Copy out each line in the listing below where the word "Right" appears.
*** DATA TO USE ***
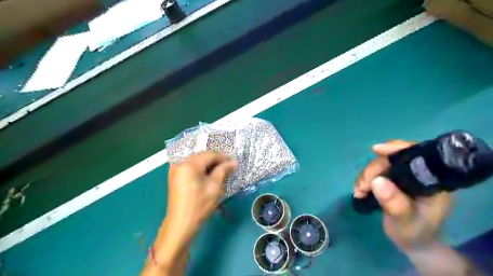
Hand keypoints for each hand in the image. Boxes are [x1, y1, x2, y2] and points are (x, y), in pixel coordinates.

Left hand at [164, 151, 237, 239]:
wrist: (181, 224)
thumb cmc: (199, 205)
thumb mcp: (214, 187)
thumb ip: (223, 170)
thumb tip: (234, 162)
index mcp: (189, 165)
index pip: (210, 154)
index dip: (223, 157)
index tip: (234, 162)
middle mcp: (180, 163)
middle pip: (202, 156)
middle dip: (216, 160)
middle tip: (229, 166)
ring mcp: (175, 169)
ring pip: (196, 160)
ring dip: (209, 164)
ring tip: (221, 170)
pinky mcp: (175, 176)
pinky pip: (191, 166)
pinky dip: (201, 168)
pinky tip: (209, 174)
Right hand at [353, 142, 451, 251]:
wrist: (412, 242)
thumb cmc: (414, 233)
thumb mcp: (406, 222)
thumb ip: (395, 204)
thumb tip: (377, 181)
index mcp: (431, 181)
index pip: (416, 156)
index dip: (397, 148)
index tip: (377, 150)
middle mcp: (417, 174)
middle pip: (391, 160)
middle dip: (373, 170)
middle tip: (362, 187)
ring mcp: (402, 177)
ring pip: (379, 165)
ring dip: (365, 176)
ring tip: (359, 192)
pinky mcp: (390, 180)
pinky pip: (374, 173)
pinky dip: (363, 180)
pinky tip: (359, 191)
*** End of DATA TO USE ***
*** DATA TO USE ***
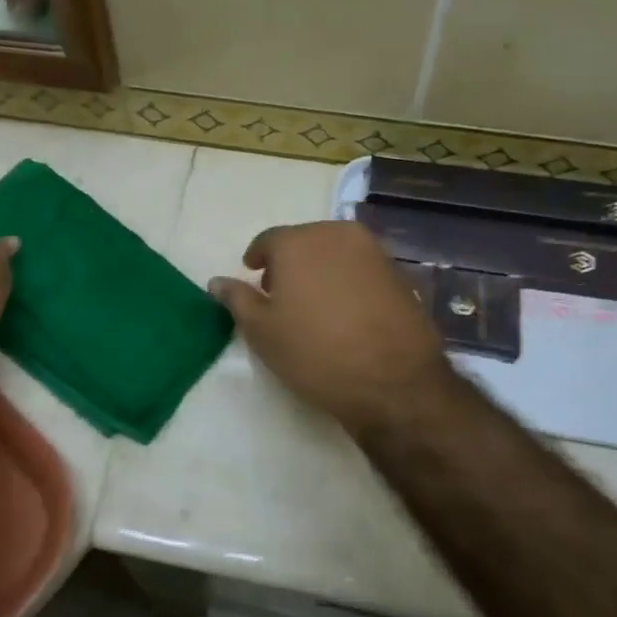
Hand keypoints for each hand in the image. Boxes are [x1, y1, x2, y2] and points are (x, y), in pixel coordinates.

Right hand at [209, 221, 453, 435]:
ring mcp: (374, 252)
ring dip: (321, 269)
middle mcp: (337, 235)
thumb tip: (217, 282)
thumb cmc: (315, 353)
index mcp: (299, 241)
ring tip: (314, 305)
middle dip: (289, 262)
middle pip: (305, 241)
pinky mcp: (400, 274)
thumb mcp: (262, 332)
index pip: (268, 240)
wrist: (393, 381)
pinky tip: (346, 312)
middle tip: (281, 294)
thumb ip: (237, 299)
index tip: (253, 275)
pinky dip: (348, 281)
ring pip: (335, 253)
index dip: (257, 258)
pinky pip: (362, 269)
*** End of DATA TO USE ***
*** DATA TO USE ***
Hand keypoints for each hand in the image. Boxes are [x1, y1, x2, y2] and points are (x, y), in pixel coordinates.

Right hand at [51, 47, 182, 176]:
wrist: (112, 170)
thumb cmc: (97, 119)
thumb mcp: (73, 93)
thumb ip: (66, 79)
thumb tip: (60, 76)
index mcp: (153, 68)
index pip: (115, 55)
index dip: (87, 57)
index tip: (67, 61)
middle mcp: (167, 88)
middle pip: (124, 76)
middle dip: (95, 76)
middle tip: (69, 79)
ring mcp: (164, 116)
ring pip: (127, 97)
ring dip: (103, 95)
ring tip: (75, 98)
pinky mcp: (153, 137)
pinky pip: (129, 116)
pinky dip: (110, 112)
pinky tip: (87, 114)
*** End of DATA TO USE ***
• SOLUTION:
Right hand at [353, 142, 451, 251]:
Right hand at [209, 221, 453, 435]:
Right hand at [51, 47, 182, 176]:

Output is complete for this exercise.